3
votes

I'm reading the messages from an email account by using JavaMail 1.4.1 (I've upgraded to 1.4.5 version but with the same problem), but I'm having issues with the encoding of the content:

POP3Message pop3message;
... 
Object contentObject = pop3message.getContent();
...   
String contentType = pop3message.getContentType();
String content = contentObject.toString();

Some messages are read properly, but others have strange characters because of a not suitable encoding. I have realized it doesn't work for a specific content type.

It works well if the contentType is any of these:

  • text/plain; charset=ISO-8859-1

  • text/plain;
    charset="iso-8859-1"

  • text/plain;
    charset="ISO-8859-1";
    format="flowed"

  • text/plain; charset=windows-1252

but it doesn't if it is:

  • text/plain;
    charset="utf-8"

for this contentType (UTF-8 one) if I try to get the encoding (pop3message.getEncoding()) I get

quoted-printable

For the latter encoding I get for example in the debugger in the String value (in the same way as I see it in the database after persisting the object):

Ubicación (instead of Ubicación)

But if I open the email with the email client in a browser it can be read without any problem, and it's a normal message (no attachments, just text), so the message seems to be OK.

Any idea about how to solve this issue?

Thanks.


UPDATE This is the piece of code I've added to try the function getUTF8Content() given by jlordo

POP3Message pop3message = (POP3Message) message;
String uid = pop3folder.getUID(message);

//START JUST FOR TESTING PURPOSES
if(uid.trim().equals("1401")){
    Object utfContent = pop3message.getContent();
    System.out.println(utfContent.getClass().getName()); // it is of type String
    //System.out.println(utfContent); // if not commmented it prints the content of one of the emails I'm having problems with.
    System.out.println(pop3message.getEncoding()); //prints: quoted-printable
    System.out.println(pop3message.getContentType()); //prints: text/plain; charset="utf-8"
    String utfContentString = getUTF8Content(utfContent); // throws java.lang.ClassCastException: java.lang.String cannot be cast to javax.mail.util.SharedByteArrayInputStream
    System.out.println(utfContentString);
}

//END TEST CODE
4
Where exactly do you see Ubicación (instead of Ubicación)? Console? Variable Inspector? I suspect everything is fine, but the debugger can't display utf-8 characters.jlordo
@jlordo In the debugger of Eclipse I see that by watching what is inside the content variable. Also in the database, postgresql, if I do a select I get that result.Javi
Do you read it from the db, or write it to the db and then read it out again? Is the db set up correctly?jlordo
@jlordo How can it be a problem of the database if I detect the problem even before the data is persisted?Javi
@jlordo before persisting data I watch it in the debugger, I save it to a log, I print it even in the console and all of them are in the same way (while with ISO-8859-1 and windows-1252 it is shown correctly). After persisting it in the database I can see exactly the same by using the admin of PostgreSQL. Do you really think Eclipse, the console, the logs and later the PostgreSQL admin are not able to print it correctly? I think it must be a problem regarding Javamail.Javi

4 Answers

1
votes

How are you detecting that these messages have "strange characters"? Are you displaying the data somewhere? It's possible that whatever method you're using to display the data isn't handling Unicode characters properly.

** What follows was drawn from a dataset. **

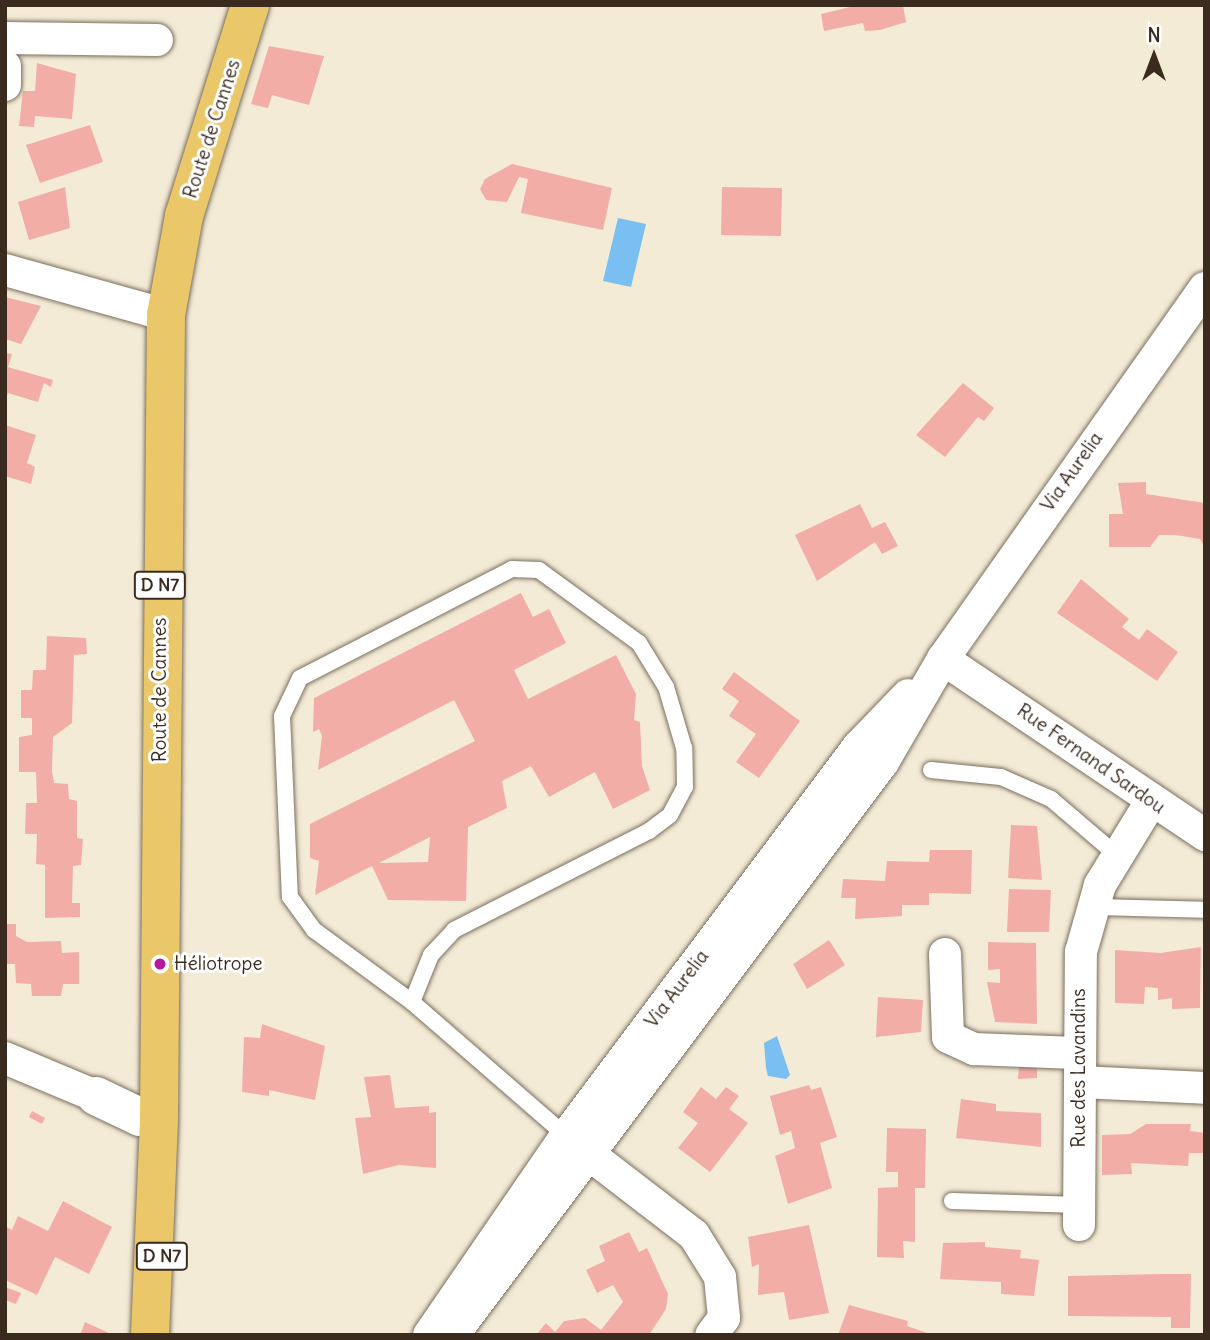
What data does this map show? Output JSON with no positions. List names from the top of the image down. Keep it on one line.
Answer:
{"streets":{"main road":["Route de Cannes","D N7"],"street":["Via Aurelia","Rue Fernand Sardou","Rue des Lavandins"]},"crossings":[["Via Aurelia","Rue Fernand Sardou"],["Rue Fernand Sardou","Rue des Lavandins"]],"places":["Héliotrope"],"north":"top"}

The first step is to determine whether the problem is that you're getting the wrong characters, or that the correct characters are being displayed incorrectly. You can examine the Unicode values of each character in the data (e.g., in the String returned from the getContent method) to make sure each character has the correct Unicode value. If it does, the problem is with the method you're using to display the characters.

0
votes

try this and let me know if it works:

if ( *check if utf 8 here* ) {
    content = getUTF8Content(contentObject);
}

// TODO take care of UnsupportedEncodingException, 
// IOException and ClassCastException
public static String getUTF8Content(Object contentObject) {
    // possible ClassCastException
    SharedByteArrayInputStream sbais = (SharedByteArrayInputStream) contentObject;
    // possible UnsupportedEncodingException
    InputStreamReader isr = new InputStreamReader(sbais, Charset.forName("UTF-8"));
    int charsRead = 0;
    StringBuilder content = new StringBuilder();
    int bufferSize = 1024;
    char[] buffer = new char[bufferSize];
    // possible IOException
    while ((charsRead = isr.read(buffer)) != -1) {
        content.append(Arrays.copyOf(buffer, charsRead));
    }
    return content.toString();
}

BTW, is JavaMail 1.4.1 a requirement? Up to date version is 1.4.5.

0
votes

What worked for me was that I called getContentType() and I would check if the String contains a "utf" in it (defining the charset used as one of UTF).

If yes, I would treat the content differently in this case.

private String encodeCorrectly(InputStream is) {
    java.util.Scanner s = new java.util.Scanner(is, StandardCharsets.UTF_8.toString()).useDelimiter("\\A");
    return s.hasNext() ? s.next() : "";
}

(a modification of a IS to String converter from this answer on SO)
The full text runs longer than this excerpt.